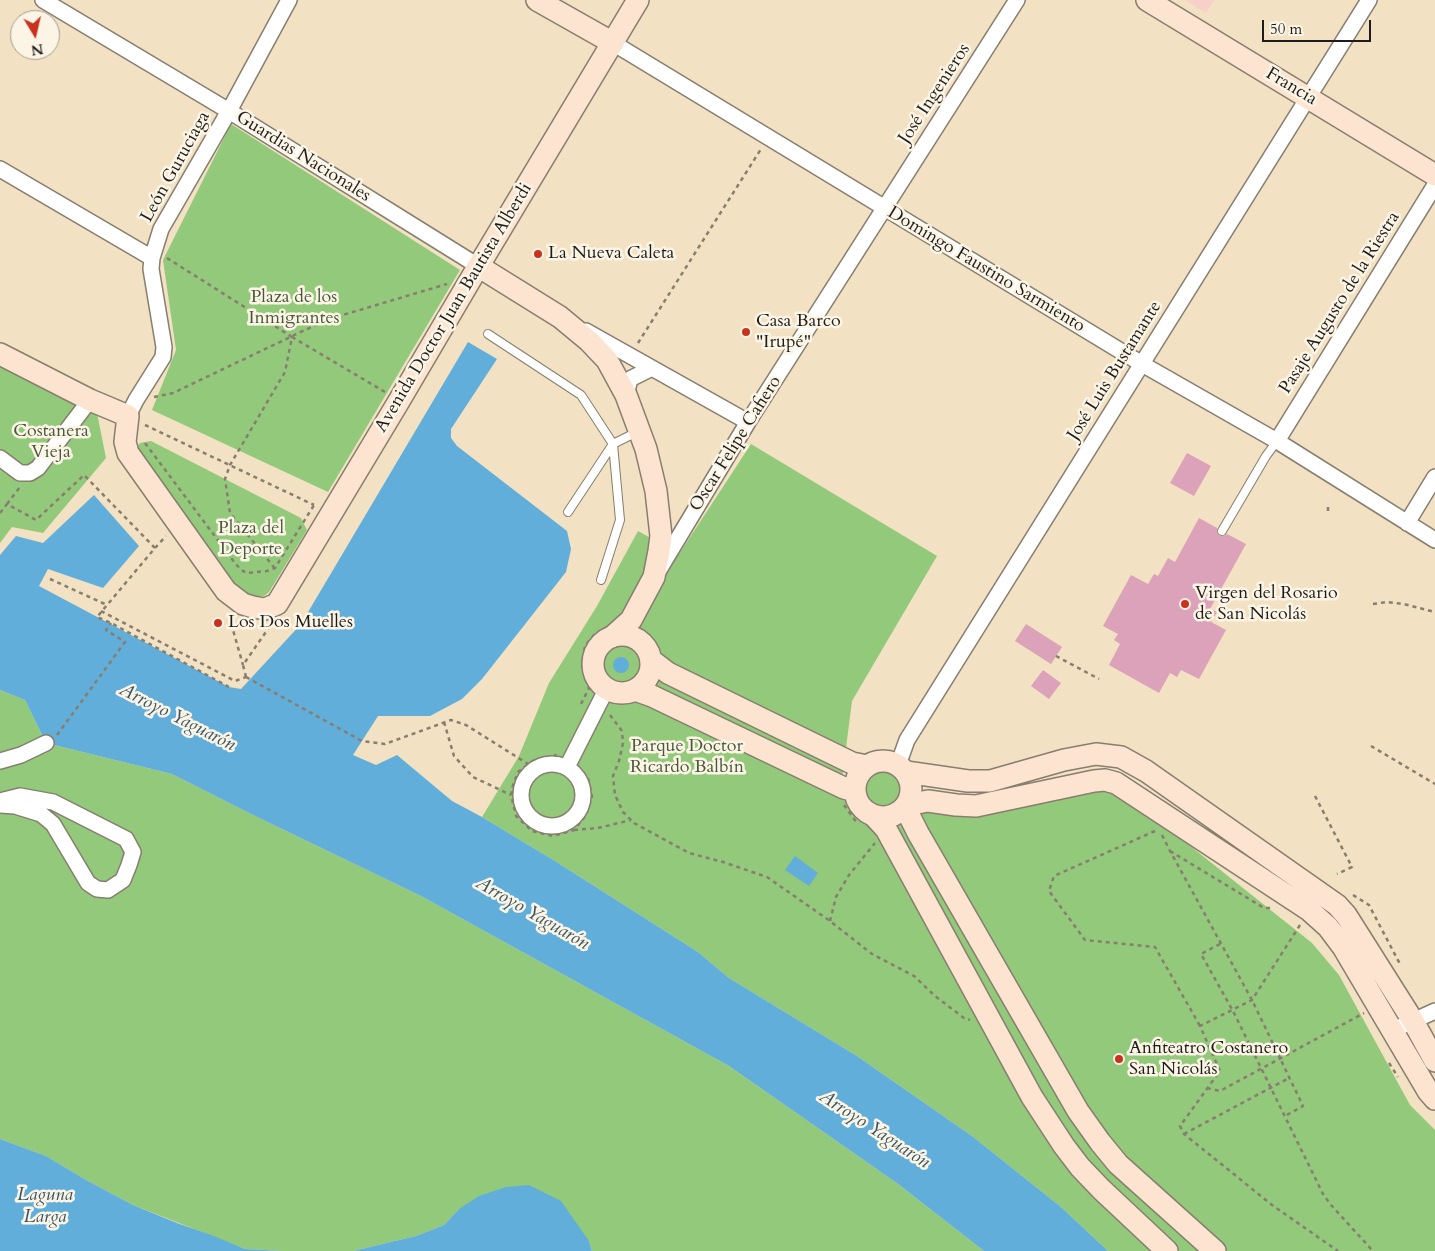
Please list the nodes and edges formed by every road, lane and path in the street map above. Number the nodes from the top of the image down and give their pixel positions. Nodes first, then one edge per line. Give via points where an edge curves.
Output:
1 (44, 0) edge
2 (289, 0) edge
3 (537, 0) edge
4 (638, 0) edge
5 (1017, 0) edge
6 (1147, 0) edge
7 (1369, 0) edge
8 (612, 42) junction
9 (1308, 97) junction
10 (229, 111) junction
11 (769, 138) junction
12 (0, 169) edge
13 (1435, 175) edge
14 (1435, 185) edge
15 (884, 208) junction
16 (153, 254) junction
17 (475, 272) junction
18 (560, 317) junction
19 (488, 334) dead end
20 (292, 337) junction
21 (0, 354) edge
22 (630, 356) junction
23 (1142, 364) junction
24 (652, 368) junction
25 (626, 395) junction
26 (90, 400) junction
27 (399, 401) junction
28 (132, 408) junction
29 (748, 422) junction
30 (639, 431) junction
31 (1277, 441) junction
32 (145, 443) dead end
33 (613, 444) junction
34 (0, 458) edge
35 (230, 465) junction
36 (1435, 477) edge
37 (1328, 507) dead end
38 (568, 512) dead end
39 (0, 513) edge
40 (1328, 514) dead end
41 (1406, 523) junction
42 (1222, 531) dead end
43 (1435, 540) edge
44 (274, 568) junction
45 (654, 578) junction
46 (50, 579) dead end
47 (601, 580) dead end
48 (289, 585) junction
49 (107, 604) junction
50 (1373, 604) dead end
51 (271, 606) junction
52 (640, 606) junction
53 (101, 611) junction
54 (1435, 612) edge
55 (228, 614) dead end
56 (110, 623) junction
57 (604, 635) junction
58 (648, 653) junction
59 (1056, 656) dead end
60 (243, 665) junction
61 (246, 677) junction
62 (1099, 679) dead end
63 (229, 687) dead end
64 (635, 690) junction
65 (606, 698) junction
66 (580, 705) dead end
67 (444, 722) junction
68 (50, 740) joint
69 (1371, 746) dead end
70 (559, 747) dead end
71 (0, 761) edge
72 (528, 764) junction
73 (572, 766) junction
74 (867, 766) junction
75 (902, 768) junction
76 (1435, 784) edge
77 (511, 795) junction
78 (1315, 796) dead end
79 (849, 797) junction
80 (0, 803) edge
81 (906, 806) junction
82 (631, 820) junction
83 (867, 821) junction
84 (574, 830) junction
85 (875, 842) dead end
86 (1169, 850) junction
87 (1337, 874) dead end
88 (1274, 908) dead end
89 (1309, 910) junction
90 (830, 920) junction
91 (1221, 944) junction
92 (1252, 1000) junction
93 (1233, 1010) junction
94 (1435, 1012) edge
95 (1367, 1019) dead end
96 (1412, 1021) junction
97 (977, 1022) dead end
98 (1200, 1026) junction
99 (1391, 1031) junction
100 (1280, 1059) junction
101 (1387, 1059) dead end
102 (1435, 1061) edge
103 (1262, 1068) junction
104 (1289, 1078) junction
105 (1399, 1078) dead end
106 (1207, 1088) junction
107 (1271, 1088) junction
108 (1435, 1099) edge
109 (1285, 1116) junction
110 (1184, 1134) junction
111 (1168, 1251) edge
112 (1216, 1251) edge
113 (1338, 1251) edge
114 (1373, 1251) edge

1 - 10 street, Guardias Nacionales
2 - 10 street, León Guruciaga
3 - 8 main road, Domingo Faustino Sarmiento
4 - 8 main road, Avenida Doctor Juan Bautista Alberdi
5 - 15 street, José Ingenieros
6 - 9 main road, Francia
7 - 9 street, José Luis Bustamante
8 - 11 street, Domingo Faustino Sarmiento
8 - 17 main road, Avenida Doctor Juan Bautista Alberdi
9 - 13 main road, Francia
9 - 23 street, José Luis Bustamante
10 - 16 street, León Guruciaga via 160,229
10 - 17 street, Guardias Nacionales
11 - 15 street, Domingo Faustino Sarmiento
11 - 22 path
12 - 16 street
14 - 31 street, Pasaje Augusto de la Riestra
15 - 23 street, Domingo Faustino Sarmiento
15 - 29 street, Oscar Felipe Cafiero
16 - 20 path
16 - 28 street, León Guruciaga via 151,269 163,357
17 - 18 main road, Guardias Nacionales
17 - 20 path via 326,320
17 - 27 main road, Avenida Doctor Juan Bautista Alberdi
18 - 22 street, Guardias Nacionales
18 - 25 main road, Guardias Nacionales via 606,360
19 - 33 lane via 581,395
20 - 27 path
20 - 28 path via 173,394
20 - 35 path via 286,372
21 - 26 main road
22 - 24 street, Guardias Nacionales
23 - 31 street, Domingo Faustino Sarmiento
23 - 75 street, José Luis Bustamante via 907,740
24 - 25 street via 630,379
24 - 29 street, Guardias Nacionales
25 - 30 main road, Guardias Nacionales
26 - 28 main road
26 - 34 street via 38,468 20,473
27 - 48 main road, Avenida Doctor Juan Bautista Alberdi
28 - 35 path
28 - 51 main road via 125,442 128,453 214,576 226,591 244,604
29 - 45 street, Oscar Felipe Cafiero
30 - 33 lane
30 - 45 main road, Guardias Nacionales via 656,491 661,536
31 - 41 street, Domingo Faustino Sarmiento
31 - 42 lane
32 - 44 path via 241,570 256,573
33 - 38 lane
33 - 47 lane via 620,520
35 - 44 path via 225,479 230,513
35 - 44 path via 314,504
36 - 41 street
37 - 40 path
39 - 49 path via 7,504 36,520 84,475 155,548
41 - 43 street, Domingo Faustino Sarmiento
44 - 48 path
45 - 52 main road, Oscar Felipe Cafiero
46 - 49 path
48 - 51 main road, Avenida Doctor Juan Bautista Alberdi
49 - 53 path
50 - 54 path via 1404,604
51 - 60 path via 273,621
52 - 57 main road, Oscar Felipe Cafiero via 631,620
52 - 58 main road, Oscar Felipe Cafiero via 638,620 642,642
53 - 56 path via 97,617
53 - 61 path via 235,681
55 - 60 path
56 - 63 path
56 - 68 path via 106,630 125,642
57 - 58 main road via 634,638
57 - 65 main road via 593,666
57 - 66 path via 585,646 582,667 589,688
58 - 64 main road via 651,669
58 - 74 main road via 668,673 852,763
59 - 62 path
60 - 61 path
61 - 67 path via 362,741 385,744
64 - 65 main road
64 - 79 main road via 838,785
65 - 73 street
65 - 82 path via 622,730 623,743 613,776 615,795
67 - 72 path via 451,720 466,725
67 - 77 path via 454,756 474,777
68 - 71 street via 21,755
69 - 76 path
70 - 72 path via 555,756
72 - 77 path via 518,772
73 - 73 street via 548,764 530,772 521,790 521,800 530,817 548,826 559,825 576,814 583,794
73 - 84 path via 588,778 592,797 586,816
74 - 75 main road via 882,761
74 - 79 main road via 859,774
75 - 81 main road via 911,785
75 - 96 main road via 968,781 990,781 1096,754 1121,757 1146,771 1337,905
77 - 84 path via 516,816 532,831 553,836
78 - 87 path via 1352,867
79 - 83 main road via 856,799 867,812
79 - 83 path via 845,809
80 - 80 street via 41,814 53,824 88,883 97,889 108,890 123,880 133,852 126,839 53,802 20,796
81 - 83 main road via 899,813
81 - 89 main road via 928,801 976,806 1105,780 1116,783
81 - 112 main road via 918,833 1078,1111 1118,1164
82 - 84 path
82 - 90 path via 689,853 767,877
83 - 111 main road via 886,829 1032,1097 1064,1146 1101,1189
85 - 90 path via 848,876 836,897
86 - 88 path via 1264,908
86 - 91 path
86 - 98 path via 1159,828 1054,876 1049,890 1085,940 1155,947
89 - 92 path
89 - 99 main road via 1338,940
90 - 97 path via 872,954 914,976 964,1018
91 - 92 path
91 - 93 path via 1202,954
92 - 93 path
92 - 100 path
93 - 98 path
93 - 103 path
94 - 96 street
95 - 100 path via 1364,1013
96 - 99 street
96 - 102 main road
98 - 106 path via 1220,1071
99 - 108 main road
100 - 103 path
100 - 104 path
101 - 105 path
103 - 106 path via 1220,1091
103 - 107 path
104 - 107 path
104 - 109 path via 1303,1106
106 - 110 path via 1180,1126
107 - 109 path
107 - 110 path
109 - 114 path via 1330,1205
110 - 113 path via 1272,1205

---+---

AIM OF THE TASK:
Take each line above that contains "Luis" and copy it out.

RESPONSE BOX:
7 - 9 street, José Luis Bustamante
9 - 23 street, José Luis Bustamante
23 - 75 street, José Luis Bustamante via 907,740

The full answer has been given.